第二范式是在第一范式的基础上建立起来的,即满足第二范式必须先满足第一范式。第二范式要求数据库表中的每个实例或记录必须可以被唯一地区分。选取一个能区分每个实体的属性或属性组,作为实体的唯一标识。
第三范式(3NF):
在2NF基础上,任何非主属性不依赖于其它非主属性(在2NF基础上消除传递依赖)。
第三范式是第二范式的一个子集,即满足第三范式必须满足第二范式。
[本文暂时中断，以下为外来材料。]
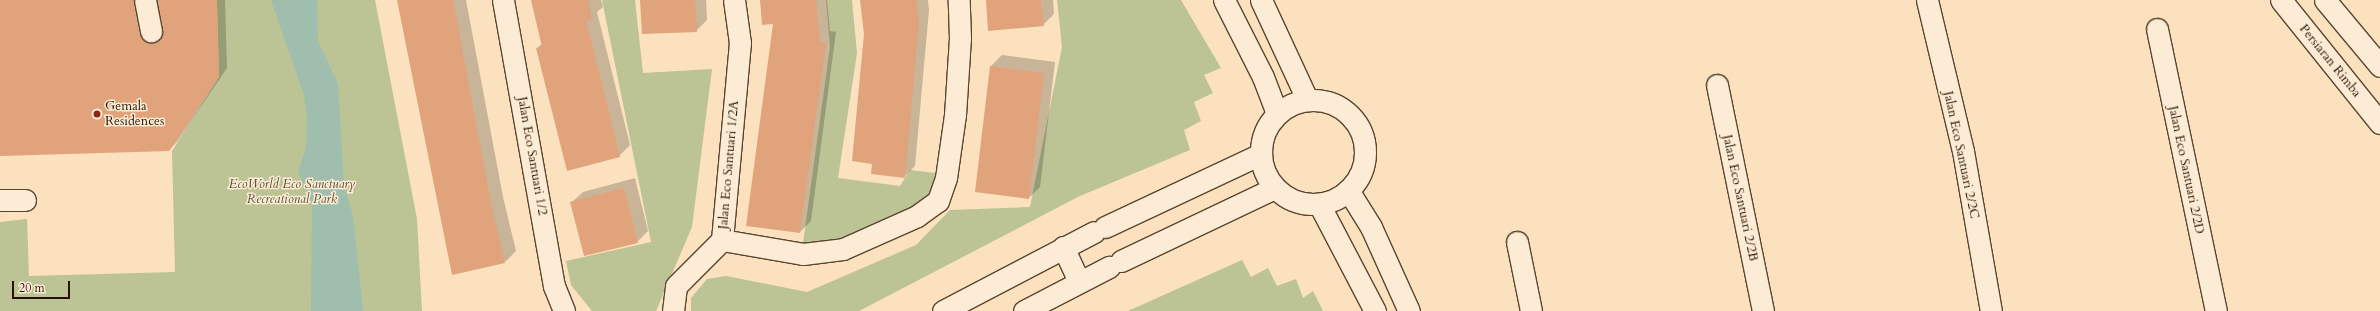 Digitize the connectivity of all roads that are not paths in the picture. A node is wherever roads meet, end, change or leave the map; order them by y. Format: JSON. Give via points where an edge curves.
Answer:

简而言之,第三范式要求一个关系中不包含已在其它关系已包含的非主关键字信息。
关键字&字段类型
记录货币字段
DECIMAL
WHERE和HAVING有什么区别?
WHERE是一个约束声明,使用WHERE约束来自数据库的数据,WHERE是在结果返回之前起作用的,WHERE中不能使用聚合函数。
HAVING是一个过滤声明,是在查询返回结果集以后对查询结果进行的过滤操作,在HAVING中可以使用聚合函数。另一方面,HAVING子句中不能使用除了分组字段和聚合函数之外的其他字段。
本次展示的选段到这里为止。